_Given records:_
>>>

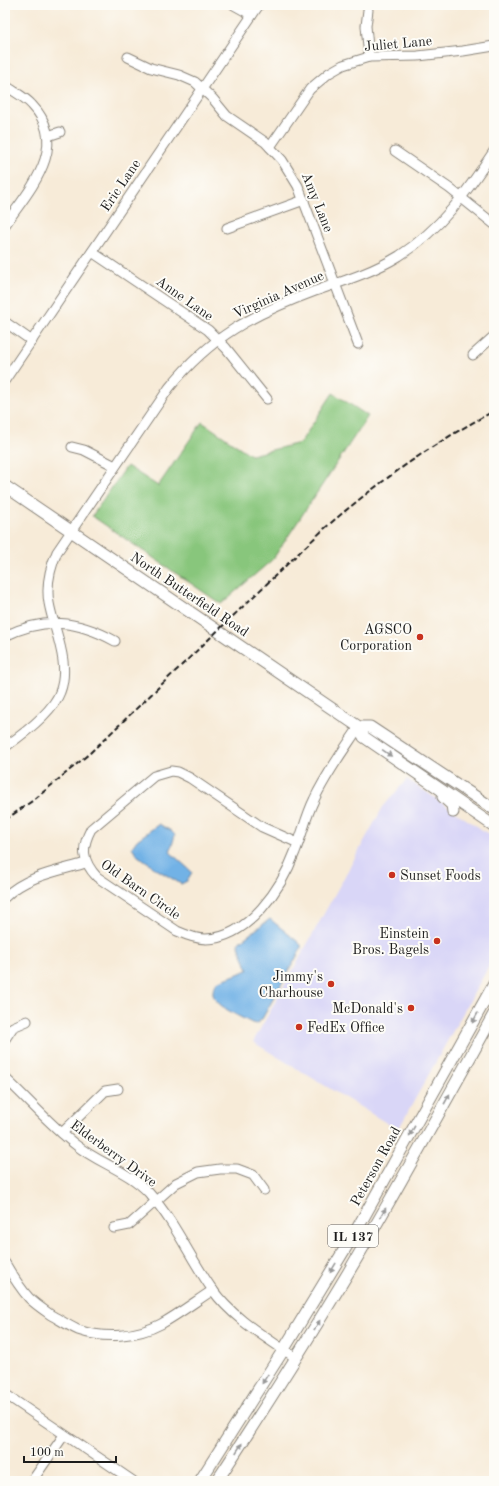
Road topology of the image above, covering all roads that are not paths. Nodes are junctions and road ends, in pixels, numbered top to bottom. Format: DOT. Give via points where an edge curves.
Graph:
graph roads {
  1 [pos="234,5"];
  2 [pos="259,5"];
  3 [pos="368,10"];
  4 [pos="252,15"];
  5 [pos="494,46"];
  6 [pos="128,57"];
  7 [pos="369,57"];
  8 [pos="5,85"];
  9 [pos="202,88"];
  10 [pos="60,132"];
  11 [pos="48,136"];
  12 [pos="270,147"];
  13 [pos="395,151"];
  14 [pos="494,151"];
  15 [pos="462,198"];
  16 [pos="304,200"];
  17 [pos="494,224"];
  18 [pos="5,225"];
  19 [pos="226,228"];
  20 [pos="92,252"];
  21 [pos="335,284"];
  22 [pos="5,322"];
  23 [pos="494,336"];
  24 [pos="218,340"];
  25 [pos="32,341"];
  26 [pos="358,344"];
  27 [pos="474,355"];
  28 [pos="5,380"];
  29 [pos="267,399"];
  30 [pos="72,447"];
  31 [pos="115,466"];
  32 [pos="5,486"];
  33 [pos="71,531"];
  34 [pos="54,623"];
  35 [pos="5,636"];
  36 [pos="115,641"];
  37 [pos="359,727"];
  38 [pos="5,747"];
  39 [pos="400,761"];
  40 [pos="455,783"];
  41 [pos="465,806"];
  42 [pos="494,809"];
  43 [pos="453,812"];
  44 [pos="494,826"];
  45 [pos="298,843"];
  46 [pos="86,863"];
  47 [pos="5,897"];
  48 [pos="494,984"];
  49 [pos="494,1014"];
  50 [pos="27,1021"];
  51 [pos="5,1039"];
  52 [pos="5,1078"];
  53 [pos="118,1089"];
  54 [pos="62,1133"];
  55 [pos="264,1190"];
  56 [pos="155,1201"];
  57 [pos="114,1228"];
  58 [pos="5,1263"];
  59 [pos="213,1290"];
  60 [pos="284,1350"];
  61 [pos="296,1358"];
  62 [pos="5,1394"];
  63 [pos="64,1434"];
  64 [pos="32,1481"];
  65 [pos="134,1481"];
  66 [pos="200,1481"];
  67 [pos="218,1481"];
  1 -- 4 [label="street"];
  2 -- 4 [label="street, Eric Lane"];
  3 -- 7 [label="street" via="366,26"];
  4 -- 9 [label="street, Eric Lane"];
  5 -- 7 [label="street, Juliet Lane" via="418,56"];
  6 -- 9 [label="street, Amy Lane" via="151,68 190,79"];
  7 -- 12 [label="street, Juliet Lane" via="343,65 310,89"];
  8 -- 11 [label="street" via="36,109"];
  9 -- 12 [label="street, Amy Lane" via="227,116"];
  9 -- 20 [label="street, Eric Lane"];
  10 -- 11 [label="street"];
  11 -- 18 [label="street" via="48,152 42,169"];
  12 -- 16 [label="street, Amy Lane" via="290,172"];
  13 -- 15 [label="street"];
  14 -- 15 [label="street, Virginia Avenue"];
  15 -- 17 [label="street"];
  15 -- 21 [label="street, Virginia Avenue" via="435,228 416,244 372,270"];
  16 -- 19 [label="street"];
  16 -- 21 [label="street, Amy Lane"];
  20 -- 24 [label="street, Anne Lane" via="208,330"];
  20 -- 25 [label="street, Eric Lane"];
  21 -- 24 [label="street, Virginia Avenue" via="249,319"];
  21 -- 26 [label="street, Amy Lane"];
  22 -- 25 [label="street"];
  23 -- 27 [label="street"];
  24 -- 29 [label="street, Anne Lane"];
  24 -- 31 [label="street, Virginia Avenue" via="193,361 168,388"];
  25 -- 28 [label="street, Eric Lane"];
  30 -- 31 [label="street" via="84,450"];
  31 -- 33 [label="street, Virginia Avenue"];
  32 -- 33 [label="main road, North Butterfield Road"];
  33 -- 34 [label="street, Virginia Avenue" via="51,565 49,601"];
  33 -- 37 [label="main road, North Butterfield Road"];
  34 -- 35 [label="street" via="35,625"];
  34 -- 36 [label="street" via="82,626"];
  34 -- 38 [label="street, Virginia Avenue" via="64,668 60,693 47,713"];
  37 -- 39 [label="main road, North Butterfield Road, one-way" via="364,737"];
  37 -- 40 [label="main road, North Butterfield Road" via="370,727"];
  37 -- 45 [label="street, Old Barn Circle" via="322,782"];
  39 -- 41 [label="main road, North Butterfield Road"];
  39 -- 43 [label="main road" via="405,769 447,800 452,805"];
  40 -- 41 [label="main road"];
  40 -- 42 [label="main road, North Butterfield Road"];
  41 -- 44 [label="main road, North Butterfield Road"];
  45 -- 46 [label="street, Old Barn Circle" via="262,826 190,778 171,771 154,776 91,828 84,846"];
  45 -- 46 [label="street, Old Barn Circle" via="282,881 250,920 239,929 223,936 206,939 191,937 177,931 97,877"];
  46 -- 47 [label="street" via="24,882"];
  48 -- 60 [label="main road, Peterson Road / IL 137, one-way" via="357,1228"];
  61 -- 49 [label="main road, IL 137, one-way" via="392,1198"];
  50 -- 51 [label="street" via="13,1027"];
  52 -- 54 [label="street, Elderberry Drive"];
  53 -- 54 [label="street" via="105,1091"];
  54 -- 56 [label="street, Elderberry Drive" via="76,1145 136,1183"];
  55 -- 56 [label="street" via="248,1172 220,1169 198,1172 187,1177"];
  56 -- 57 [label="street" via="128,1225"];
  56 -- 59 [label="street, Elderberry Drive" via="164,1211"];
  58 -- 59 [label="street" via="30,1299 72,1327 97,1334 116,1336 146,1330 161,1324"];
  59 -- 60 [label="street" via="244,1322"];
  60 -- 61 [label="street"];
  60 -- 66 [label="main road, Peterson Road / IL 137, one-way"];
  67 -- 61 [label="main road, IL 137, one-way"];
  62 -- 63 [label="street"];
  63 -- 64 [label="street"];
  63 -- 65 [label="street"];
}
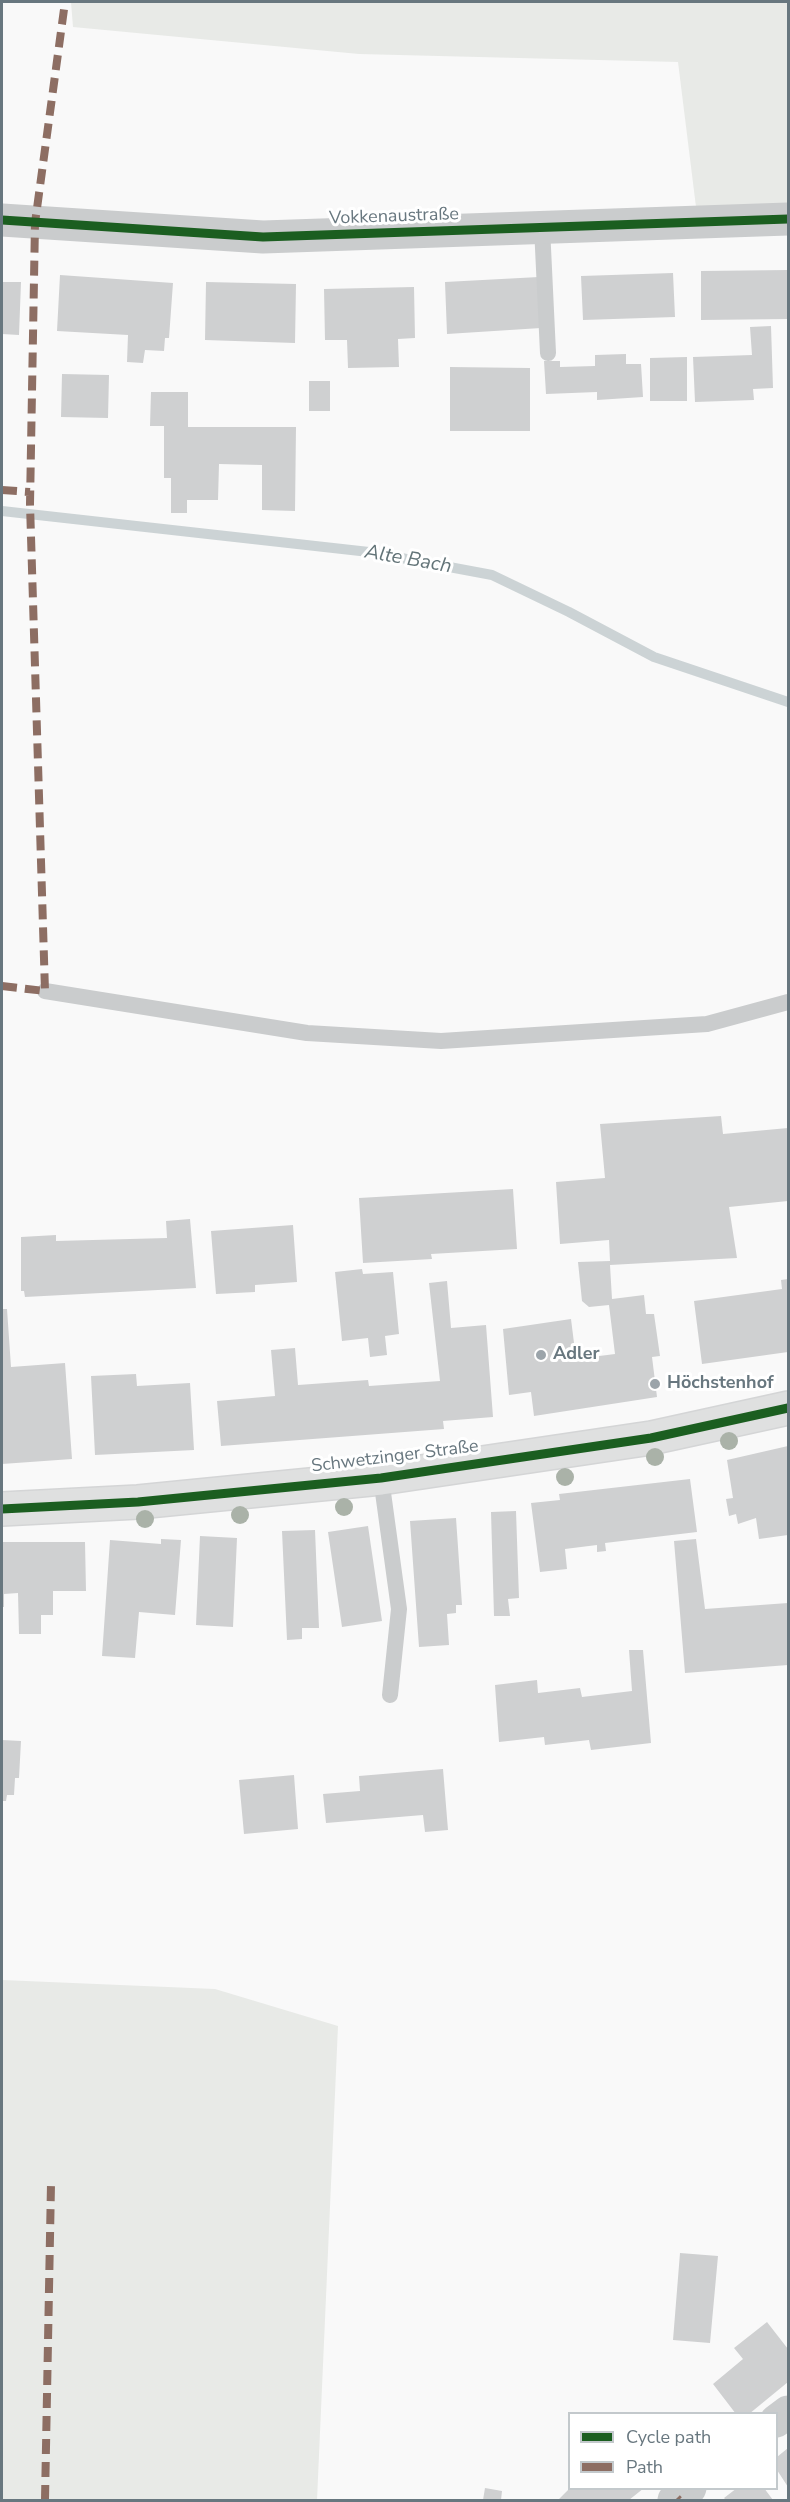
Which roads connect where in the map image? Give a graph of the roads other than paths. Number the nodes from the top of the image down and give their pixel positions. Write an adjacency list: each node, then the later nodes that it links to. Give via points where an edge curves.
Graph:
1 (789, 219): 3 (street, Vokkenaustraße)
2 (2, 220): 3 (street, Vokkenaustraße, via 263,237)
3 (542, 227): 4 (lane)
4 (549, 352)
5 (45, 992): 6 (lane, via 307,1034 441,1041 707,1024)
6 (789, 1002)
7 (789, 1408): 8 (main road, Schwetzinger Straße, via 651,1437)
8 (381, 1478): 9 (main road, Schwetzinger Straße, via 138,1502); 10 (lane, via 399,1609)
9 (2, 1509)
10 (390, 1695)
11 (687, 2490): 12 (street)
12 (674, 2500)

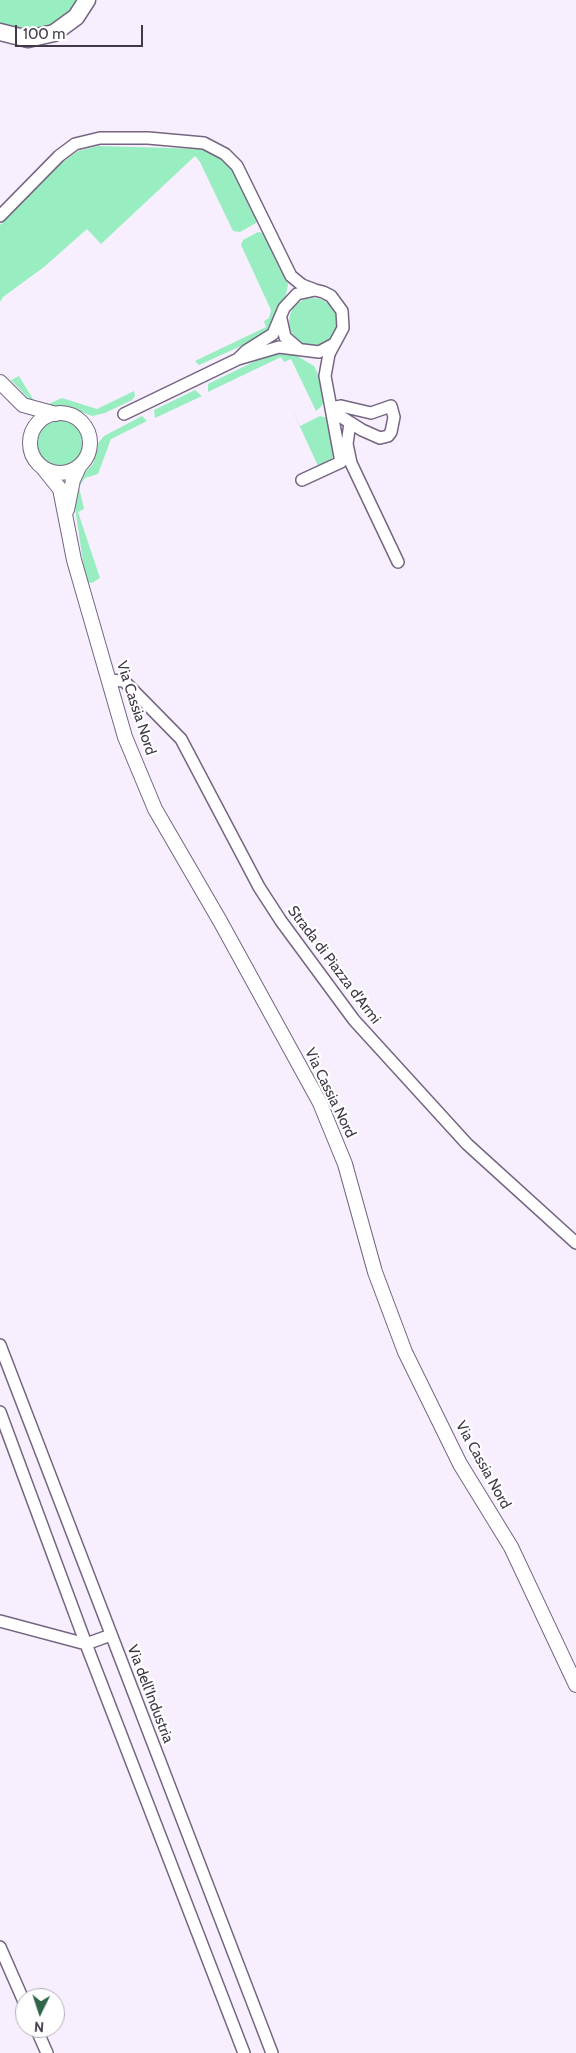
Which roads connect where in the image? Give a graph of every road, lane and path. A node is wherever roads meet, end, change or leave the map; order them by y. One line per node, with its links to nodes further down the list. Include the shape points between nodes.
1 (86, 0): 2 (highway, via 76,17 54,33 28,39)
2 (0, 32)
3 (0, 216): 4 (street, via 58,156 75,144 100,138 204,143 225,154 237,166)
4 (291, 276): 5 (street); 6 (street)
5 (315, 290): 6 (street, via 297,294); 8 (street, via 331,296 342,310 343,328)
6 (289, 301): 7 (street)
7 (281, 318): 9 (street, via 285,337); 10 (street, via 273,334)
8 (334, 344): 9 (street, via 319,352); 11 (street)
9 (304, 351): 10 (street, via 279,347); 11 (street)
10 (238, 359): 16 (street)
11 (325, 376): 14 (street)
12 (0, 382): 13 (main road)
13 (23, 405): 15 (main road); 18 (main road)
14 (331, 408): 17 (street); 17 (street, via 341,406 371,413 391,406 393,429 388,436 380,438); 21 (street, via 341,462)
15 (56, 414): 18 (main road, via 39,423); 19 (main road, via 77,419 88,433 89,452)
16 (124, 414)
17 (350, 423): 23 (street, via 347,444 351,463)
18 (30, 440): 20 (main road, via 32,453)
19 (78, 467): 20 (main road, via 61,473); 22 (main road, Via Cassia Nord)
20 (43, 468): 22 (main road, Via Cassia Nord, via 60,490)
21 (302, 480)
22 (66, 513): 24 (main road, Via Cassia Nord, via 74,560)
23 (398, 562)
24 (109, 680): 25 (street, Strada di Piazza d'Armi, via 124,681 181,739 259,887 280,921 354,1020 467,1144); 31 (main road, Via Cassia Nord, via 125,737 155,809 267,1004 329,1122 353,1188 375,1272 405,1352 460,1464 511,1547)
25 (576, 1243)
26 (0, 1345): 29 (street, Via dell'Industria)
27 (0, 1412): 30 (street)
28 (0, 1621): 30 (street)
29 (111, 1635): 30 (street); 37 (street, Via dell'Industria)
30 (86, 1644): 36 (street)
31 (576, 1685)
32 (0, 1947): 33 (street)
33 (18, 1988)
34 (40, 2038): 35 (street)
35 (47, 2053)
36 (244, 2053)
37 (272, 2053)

<<<

All lines of the material that contain the word "Juliet" should be listed.

  5 -- 7 [label="street, Juliet Lane" via="418,56"];
  7 -- 12 [label="street, Juliet Lane" via="343,65 310,89"];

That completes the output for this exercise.